Feeling Powerless

Feeling powerless is no fun. A lack of control can make the difference between contented and unhappy employees. But new research shows that a lack of power doesn’t just make people feel disgruntled. It has a more fundamental effect on their mental skills.

In a series of experiments, Pamela Smith from Radboud University Nijmegen has shown that the powerless actually take a measurable hit to important mental abilities. Even if people are subconsciously primed with the concept of being powerless, they perform more poorly at tasks designed to assess their ability to plan, focus on goals and ignore distractions.

According to previous research, a lack of power forces people to constantly re-evaluate their own goals and monitor more senior individuals. Without authority, a person’s actions rely on instructions and may constantly change at the whim of their superiors, whose own motives and goals must be guessed at. Monkeys show similar behaviour.

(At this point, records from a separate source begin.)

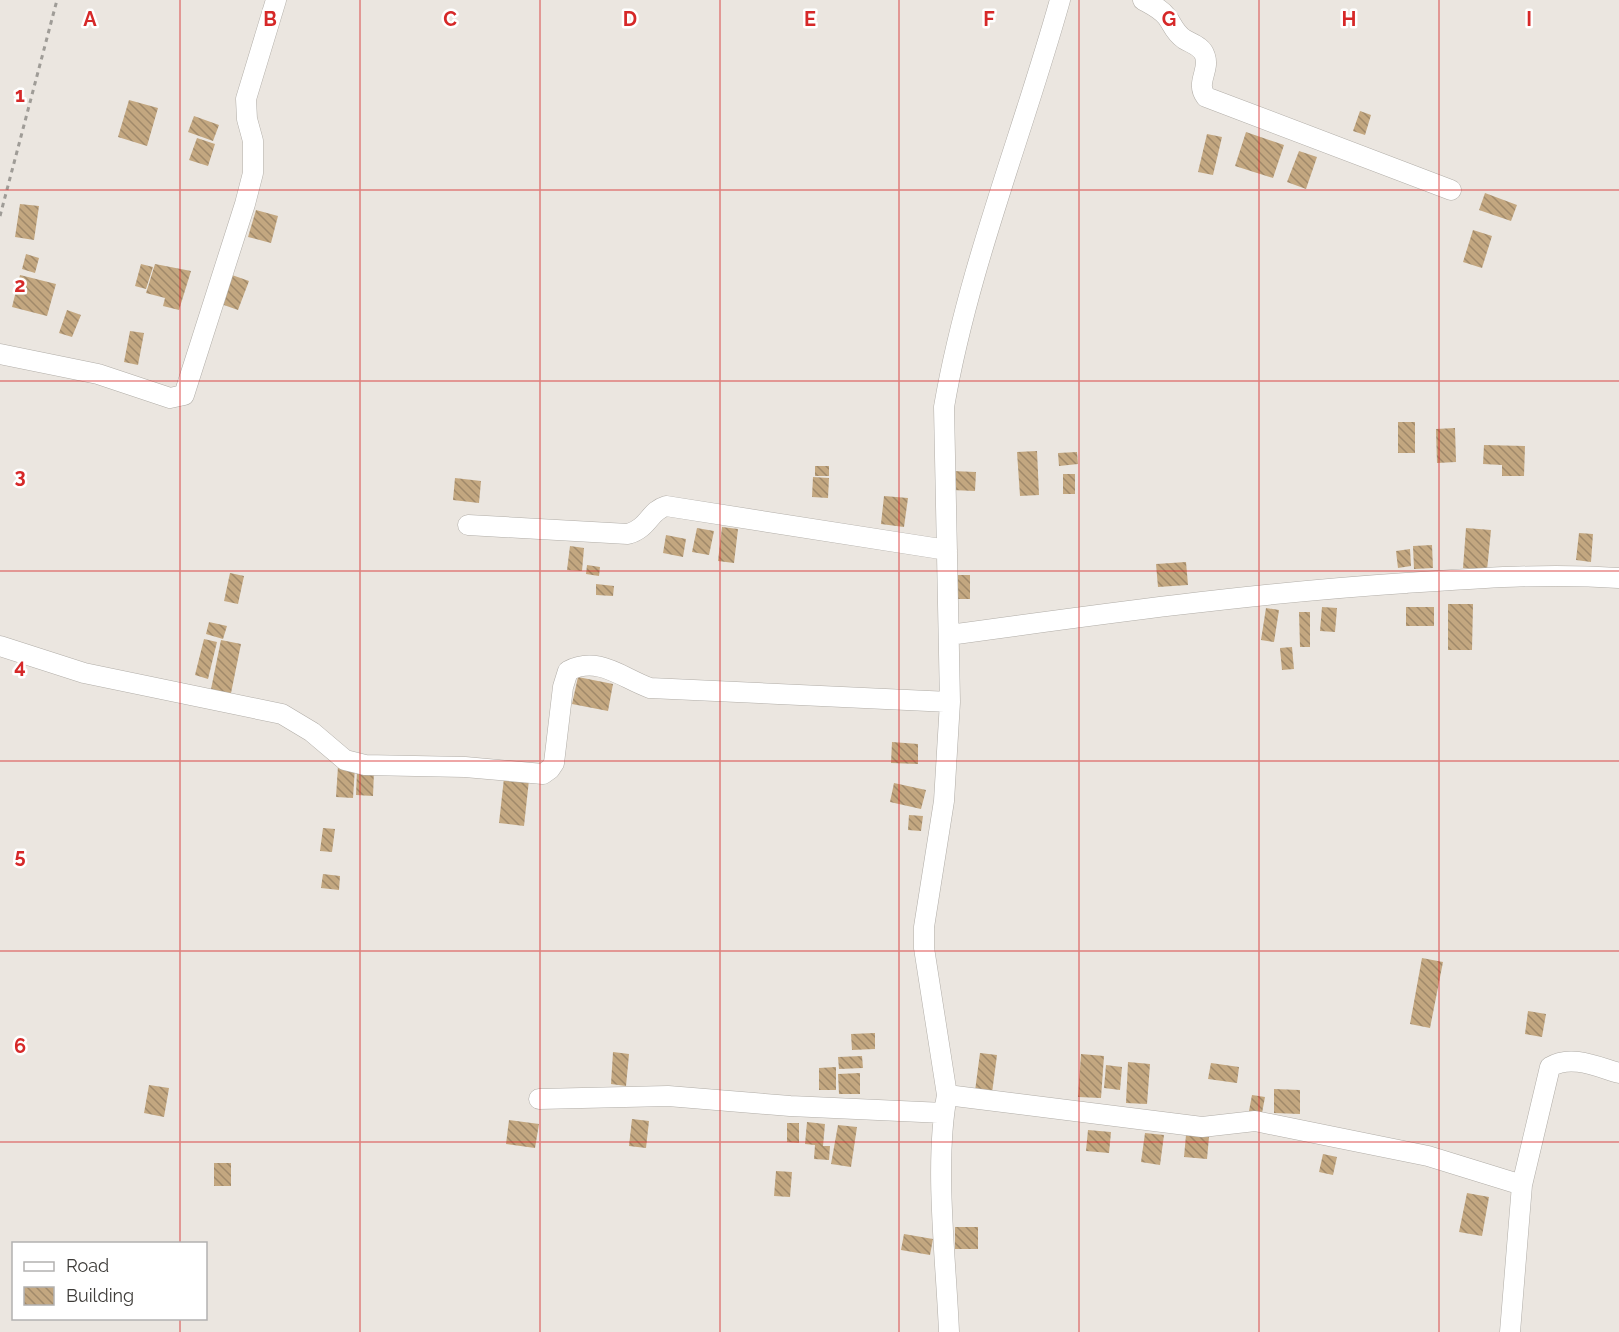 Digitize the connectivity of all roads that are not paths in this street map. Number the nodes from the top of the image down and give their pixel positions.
1 (276, 0) edge
2 (1060, 0) edge
3 (1143, 0) edge
4 (1451, 190) dead end
5 (0, 354) edge
6 (468, 525) dead end
7 (947, 550) junction
8 (1619, 578) edge
9 (949, 635) junction
10 (0, 646) edge
11 (950, 702) junction
12 (1619, 1073) edge
13 (539, 1099) dead end
14 (945, 1104) junction
15 (1522, 1185) junction
16 (949, 1332) edge
17 (1510, 1332) edge

1 - 5 street
2 - 7 street
3 - 4 street
6 - 7 street
7 - 9 street
8 - 9 street
9 - 11 street
10 - 11 street
11 - 14 street
12 - 15 street
13 - 14 street
14 - 15 street
14 - 16 street
15 - 17 street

Power doesn’t have to come through rank – it can also be assigned on a case-by-case basis. Delegating jobs to people isn’t simply about telling them what to do; good managers will hand over not only tasks, but the authority to carry out those tasks. Employees tend to perform better if they have the ability to make their own decisions within certain confines, and take ownership of their own work. The alternative – peering over their shoulders and dictating their every move – is a sure-fire route to poor results.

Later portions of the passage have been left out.